TinyTorch/modules/16_acceleration/module.yaml

name: "acceleration"
title: "Hardware Acceleration - The Simplest Optimization"
description: "Master the easiest optimization: using better backends! Learn why naive loops are slow, how cache-friendly blocking helps, and why NumPy provides 100x+ speedups."
learning_objectives:
  - "Understand CPU cache hierarchy and memory access performance bottlenecks"
  - "Implement cache-friendly blocked matrix multiplication algorithms"
  - "Build vectorized operations with optimized memory access patterns"
  - "Design transparent backend systems for automatic optimization selection"
  - "Measure and quantify real performance improvements scientifically"

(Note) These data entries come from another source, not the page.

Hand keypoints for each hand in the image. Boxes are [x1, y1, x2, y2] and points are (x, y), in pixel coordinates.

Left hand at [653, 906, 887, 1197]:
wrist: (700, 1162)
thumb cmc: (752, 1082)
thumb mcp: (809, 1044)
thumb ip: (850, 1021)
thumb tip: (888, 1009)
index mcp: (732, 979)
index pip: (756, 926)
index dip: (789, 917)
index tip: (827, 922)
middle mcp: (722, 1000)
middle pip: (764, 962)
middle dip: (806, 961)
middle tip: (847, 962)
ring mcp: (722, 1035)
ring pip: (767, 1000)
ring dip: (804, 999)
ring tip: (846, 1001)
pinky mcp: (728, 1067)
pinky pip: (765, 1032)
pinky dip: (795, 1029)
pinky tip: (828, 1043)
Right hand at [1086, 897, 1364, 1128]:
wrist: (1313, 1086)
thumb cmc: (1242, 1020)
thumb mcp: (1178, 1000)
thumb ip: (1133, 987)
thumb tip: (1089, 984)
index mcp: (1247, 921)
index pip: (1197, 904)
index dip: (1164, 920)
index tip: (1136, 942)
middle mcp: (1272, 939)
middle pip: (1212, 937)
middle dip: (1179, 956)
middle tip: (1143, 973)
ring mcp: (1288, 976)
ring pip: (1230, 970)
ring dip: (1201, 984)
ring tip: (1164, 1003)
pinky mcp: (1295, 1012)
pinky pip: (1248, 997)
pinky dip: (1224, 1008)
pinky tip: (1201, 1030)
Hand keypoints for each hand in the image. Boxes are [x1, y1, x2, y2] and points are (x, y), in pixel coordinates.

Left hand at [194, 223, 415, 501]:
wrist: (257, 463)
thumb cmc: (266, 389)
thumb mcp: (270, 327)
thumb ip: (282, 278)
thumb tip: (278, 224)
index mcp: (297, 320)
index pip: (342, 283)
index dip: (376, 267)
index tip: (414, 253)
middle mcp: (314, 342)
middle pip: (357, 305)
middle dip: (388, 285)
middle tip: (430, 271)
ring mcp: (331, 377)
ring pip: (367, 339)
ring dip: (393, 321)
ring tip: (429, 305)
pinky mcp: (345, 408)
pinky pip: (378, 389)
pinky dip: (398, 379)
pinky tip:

  - "Apply systems thinking to optimization decisions in ML workflows"
prerequisites:
  - "Module 2: Tensor operations and NumPy fundamentals"
  - "Module 4: Linear layers and matrix multiplication"
  - "Understanding of basic algorithmic complexity (O notation)"
estimated_time: "3-4 hours"
difficulty: "Advanced"
tags:
  - "performance"
  - "optimization"
  - "systems"
  - "hardware"
  - "acceleration"
  - "cache"
  - "vectorization"
  - "backends"
exports:
  - "matmul_naive"
  - "matmul_blocked"
  - "matmul_numpy"
  - "OptimizedBackend"
  - "matmul"
  - "set_backend"
assessment:
  - "Understand why naive loops have poor cache performance"
  - "Implement cache-friendly blocked matrix multiplication showing 10-50x speedups"
  - "Recognize why NumPy provides 100x+ speedups over custom implementations"
  - "Build backend system that automatically chooses optimal implementations"
  - "Apply the 'free speedup' principle: use better tools, don't write faster code"